The Myth: Neo-Conservatives are Extreme Free Marketeers.
The myth is partly a journalistic one, but partly a belief which has become necessary to a large number of left wingers.
There is a variety of people travelling under the Neo-Con banner, and the influence it has had on the George W. Bush administration has led to lines blurring. Though on the whole the blurred line is one between Neo-Cons and hardline Realists in International Relations. The US view of reconstruction in Iraq is inevitably that it should be free market in principle, and should benefit US enterprises. I don't get excited about this. I didn't support the war, but governments defend national interests and prevailing principles of political economy within that country. The outrage from some people is pointless, would a very socialistic government do anything different if it was occupying another country for any reason. Say defending itself against invasion. Any Democrat government would push for very free market policies by the standards of Saddam's Iraq and would seek to benefit US companies.
The Neo-Cons are not libertarian extreme free marketeers in ideology. Many of them are ex-Democrats who support the kind of welfare programs and regulated economy which has existed since the New Deal. They are greatly hated by the Libertarian purists, and the the Paleocons who mix very small state policies with nationalism and conservative social values.

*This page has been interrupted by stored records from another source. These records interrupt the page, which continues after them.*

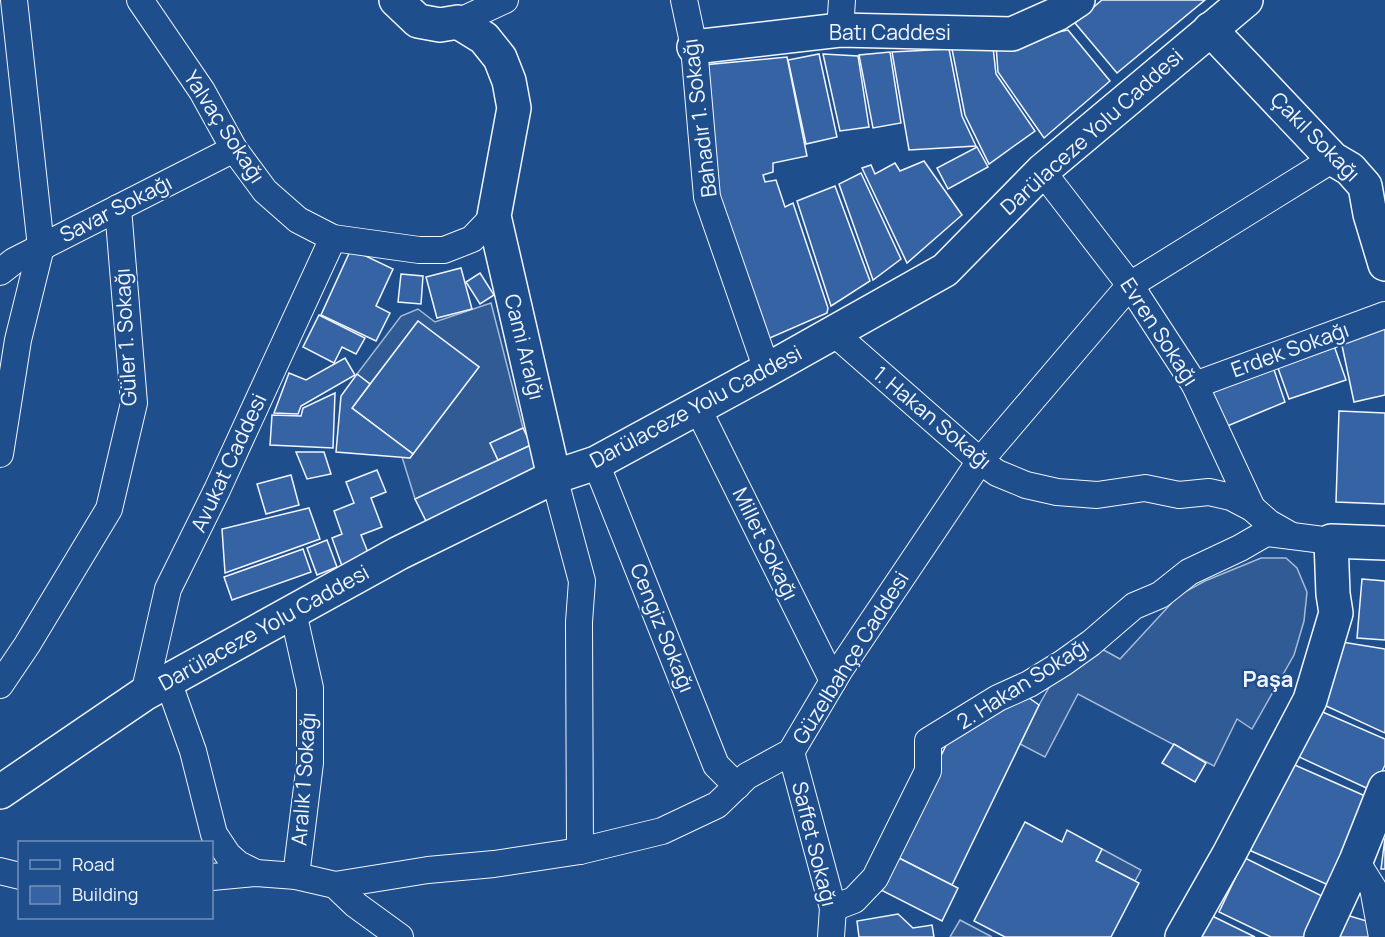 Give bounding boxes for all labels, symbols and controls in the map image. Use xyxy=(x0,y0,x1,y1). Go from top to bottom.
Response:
street label: Batı Caddesi xyxy=(829,18,951,46)
street label: Bahadır 1. Sokağı xyxy=(675,37,723,199)
street label: Darülaceze Yolu Caddesi xyxy=(994,42,1189,221)
street label: Yalvaç Sokağı xyxy=(178,65,272,188)
street label: Çakıl Sokağı xyxy=(1265,85,1367,187)
street label: Savar Sokağı xyxy=(55,168,176,248)
street label: Güler 1. Sokağı xyxy=(107,267,143,407)
street label: Evren Sokağı xyxy=(1114,272,1205,391)
street label: Cami Aralğı xyxy=(498,291,552,403)
street label: Erdek Sokağı xyxy=(1227,315,1352,383)
street label: Darülaceze Yolu Caddesi xyxy=(585,338,807,474)
street label: 1. Hakan Sokağı xyxy=(868,359,998,475)
street label: Avukat Caddesi xyxy=(184,389,272,537)
street label: Millet Sokağı xyxy=(727,483,805,605)
street label: Darülaceze Yolu Caddesi xyxy=(153,558,374,697)
street label: Cengiz Sokağı xyxy=(624,559,702,696)
street label: Güzelbahçe Caddesi xyxy=(786,566,915,749)
street label: 2. Hakan Sokağı xyxy=(951,631,1094,735)
district label: Paşa xyxy=(1242,664,1294,694)
street label: Aralık 1 Sokağı xyxy=(284,711,322,847)
street label: Saffet Sokağı xyxy=(786,778,844,909)
legend xyxy=(18,841,213,919)
text: Road xyxy=(72,852,115,876)
text: Building xyxy=(72,882,138,906) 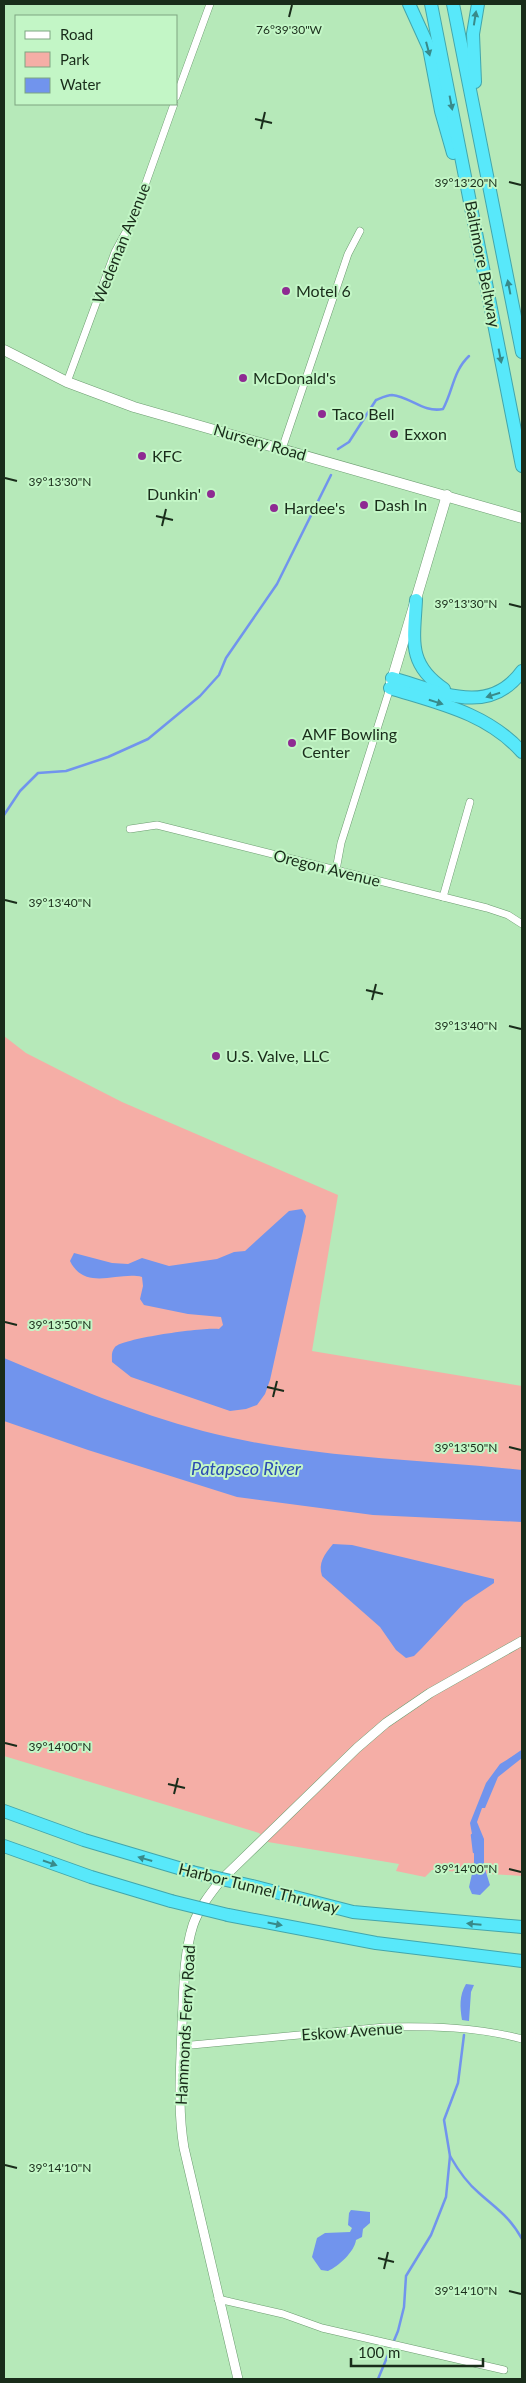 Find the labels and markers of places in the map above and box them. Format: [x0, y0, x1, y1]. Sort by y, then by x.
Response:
place label: Motel 6 [296, 281, 351, 300]
marker: Motel 6 [280, 285, 292, 297]
place label: McDonald's [253, 368, 336, 387]
marker: McDonald's [237, 372, 249, 384]
place label: Taco Bell [332, 404, 394, 423]
marker: Taco Bell [316, 408, 328, 420]
place label: Exxon [404, 424, 447, 443]
marker: Exxon [388, 428, 400, 440]
place label: KFC [152, 446, 183, 465]
marker: KFC [136, 450, 148, 462]
place label: Dunkin' [147, 484, 201, 503]
marker: Dunkin' [205, 488, 217, 500]
place label: Dash In [374, 495, 427, 514]
place label: Hardee's [284, 498, 345, 517]
marker: Dash In [358, 499, 370, 511]
marker: Hardee's [268, 502, 280, 514]
place label: AMF Bowling Center [302, 724, 397, 761]
marker: AMF Bowling Center [286, 737, 298, 749]
place label: U.S. Valve, LLC [226, 1046, 330, 1065]
marker: U.S. Valve, LLC [210, 1050, 222, 1062]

Those forces who reject what endures from FDR are not Neocons, they tend to actively hate them.
The real source of Neo-Con thought are Cold War Military Liberalism, the neo-Platonist elitest Leo Strauss who never expressed an interest in pure free markets, the post-ideological social theorist Daniel Bell, Trotrskyites who moved from Marxist based hatred of Stalinism to a fervent belief in Democracy again Marxism.
The pure economic libertarians strongly opposed the Iraqi invasion, hate Bush and hate Neo-Cons.